Task: For this task, copy all of the data below exactly and skip the pictures.

[Stored items]
>>>>>
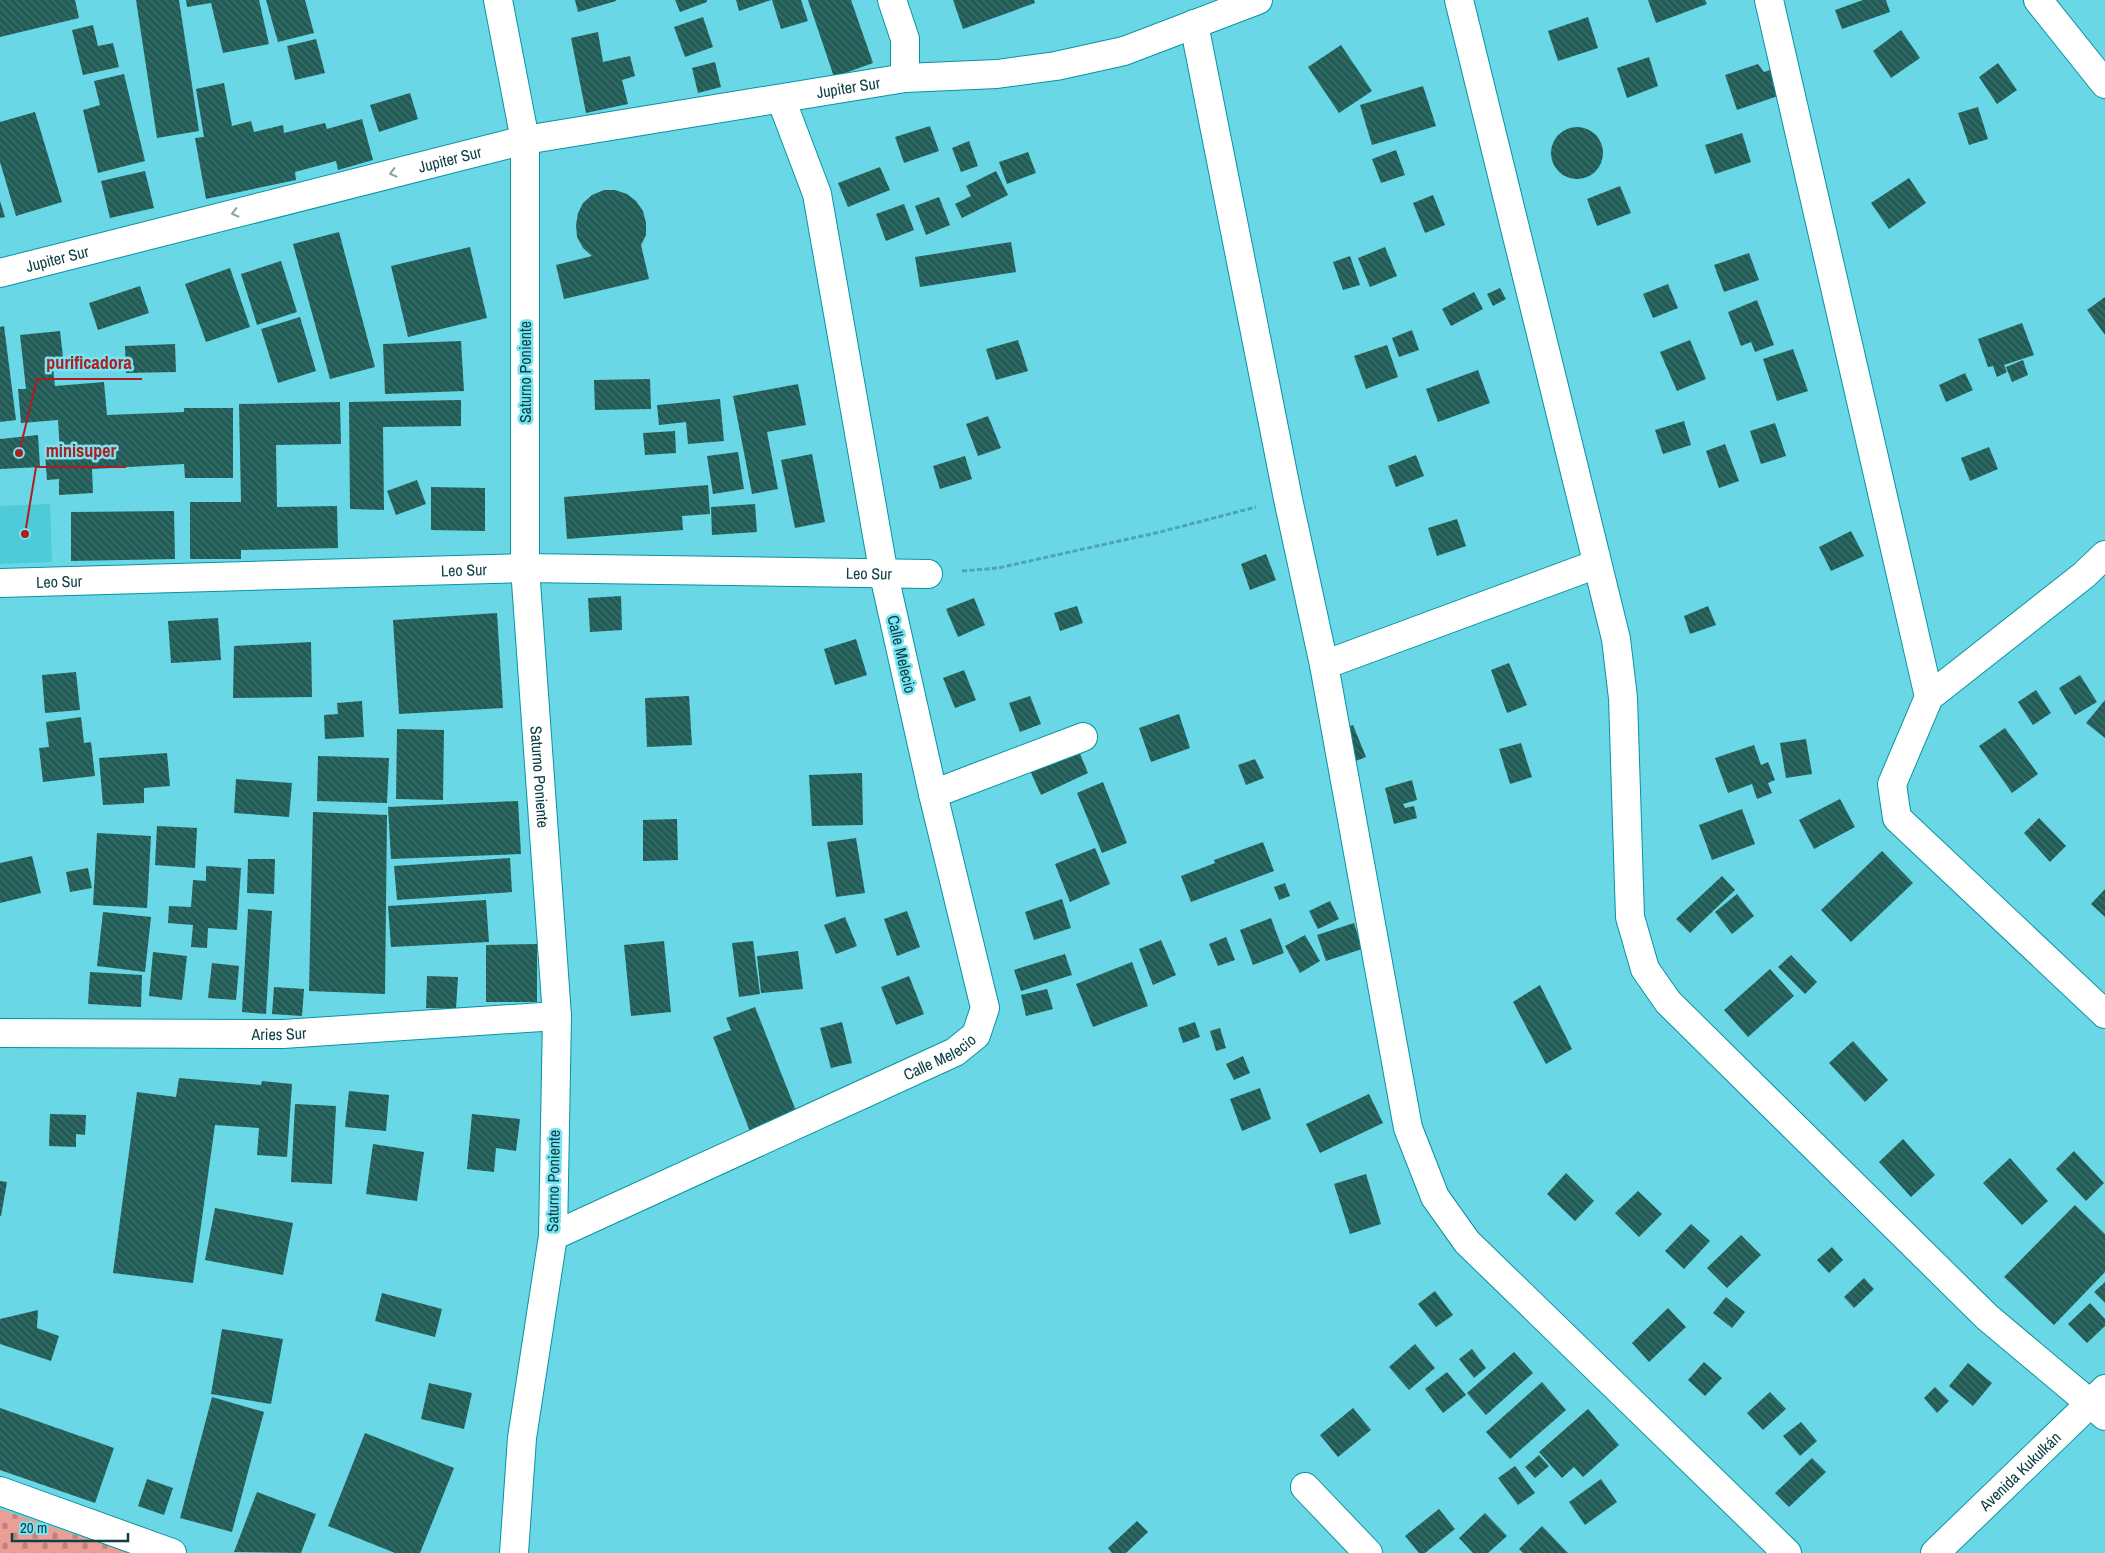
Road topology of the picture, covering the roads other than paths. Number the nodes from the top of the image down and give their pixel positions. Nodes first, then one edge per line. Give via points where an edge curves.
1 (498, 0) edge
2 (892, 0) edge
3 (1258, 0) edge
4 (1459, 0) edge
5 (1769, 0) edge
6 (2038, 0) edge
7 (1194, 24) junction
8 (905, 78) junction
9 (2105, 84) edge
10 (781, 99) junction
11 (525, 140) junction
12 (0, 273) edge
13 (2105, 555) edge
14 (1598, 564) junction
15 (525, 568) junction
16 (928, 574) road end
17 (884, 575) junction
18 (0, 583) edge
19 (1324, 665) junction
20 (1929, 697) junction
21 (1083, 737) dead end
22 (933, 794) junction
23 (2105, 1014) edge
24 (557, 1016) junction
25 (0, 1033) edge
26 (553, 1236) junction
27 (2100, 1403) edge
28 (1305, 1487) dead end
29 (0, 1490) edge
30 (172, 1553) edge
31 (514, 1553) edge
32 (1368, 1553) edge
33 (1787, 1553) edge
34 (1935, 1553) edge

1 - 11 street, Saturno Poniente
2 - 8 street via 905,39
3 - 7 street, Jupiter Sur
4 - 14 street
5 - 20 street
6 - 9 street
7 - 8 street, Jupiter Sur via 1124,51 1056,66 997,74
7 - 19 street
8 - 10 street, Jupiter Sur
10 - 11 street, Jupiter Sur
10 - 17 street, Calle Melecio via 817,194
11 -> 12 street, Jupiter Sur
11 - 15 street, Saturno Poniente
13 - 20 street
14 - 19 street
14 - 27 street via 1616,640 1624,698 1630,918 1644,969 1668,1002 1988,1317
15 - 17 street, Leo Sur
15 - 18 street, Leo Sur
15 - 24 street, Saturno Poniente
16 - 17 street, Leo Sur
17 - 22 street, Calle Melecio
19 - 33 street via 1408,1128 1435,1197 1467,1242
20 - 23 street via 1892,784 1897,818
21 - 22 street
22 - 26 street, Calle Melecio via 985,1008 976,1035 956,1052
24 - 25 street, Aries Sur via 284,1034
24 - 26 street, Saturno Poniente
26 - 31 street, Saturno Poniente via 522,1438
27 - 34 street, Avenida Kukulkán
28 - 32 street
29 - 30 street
<<<<<
Reply to the task:
Road topology of the picture, covering the roads other than paths. Number the nodes from the top of the image down and give their pixel positions. Nodes first, then one edge per line. Give via points where an edge curves.
1 (498, 0) edge
2 (892, 0) edge
3 (1258, 0) edge
4 (1459, 0) edge
5 (1769, 0) edge
6 (2038, 0) edge
7 (1194, 24) junction
8 (905, 78) junction
9 (2105, 84) edge
10 (781, 99) junction
11 (525, 140) junction
12 (0, 273) edge
13 (2105, 555) edge
14 (1598, 564) junction
15 (525, 568) junction
16 (928, 574) road end
17 (884, 575) junction
18 (0, 583) edge
19 (1324, 665) junction
20 (1929, 697) junction
21 (1083, 737) dead end
22 (933, 794) junction
23 (2105, 1014) edge
24 (557, 1016) junction
25 (0, 1033) edge
26 (553, 1236) junction
27 (2100, 1403) edge
28 (1305, 1487) dead end
29 (0, 1490) edge
30 (172, 1553) edge
31 (514, 1553) edge
32 (1368, 1553) edge
33 (1787, 1553) edge
34 (1935, 1553) edge

1 - 11 street, Saturno Poniente
2 - 8 street via 905,39
3 - 7 street, Jupiter Sur
4 - 14 street
5 - 20 street
6 - 9 street
7 - 8 street, Jupiter Sur via 1124,51 1056,66 997,74
7 - 19 street
8 - 10 street, Jupiter Sur
10 - 11 street, Jupiter Sur
10 - 17 street, Calle Melecio via 817,194
11 -> 12 street, Jupiter Sur
11 - 15 street, Saturno Poniente
13 - 20 street
14 - 19 street
14 - 27 street via 1616,640 1624,698 1630,918 1644,969 1668,1002 1988,1317
15 - 17 street, Leo Sur
15 - 18 street, Leo Sur
15 - 24 street, Saturno Poniente
16 - 17 street, Leo Sur
17 - 22 street, Calle Melecio
19 - 33 street via 1408,1128 1435,1197 1467,1242
20 - 23 street via 1892,784 1897,818
21 - 22 street
22 - 26 street, Calle Melecio via 985,1008 976,1035 956,1052
24 - 25 street, Aries Sur via 284,1034
24 - 26 street, Saturno Poniente
26 - 31 street, Saturno Poniente via 522,1438
27 - 34 street, Avenida Kukulkán
28 - 32 street
29 - 30 street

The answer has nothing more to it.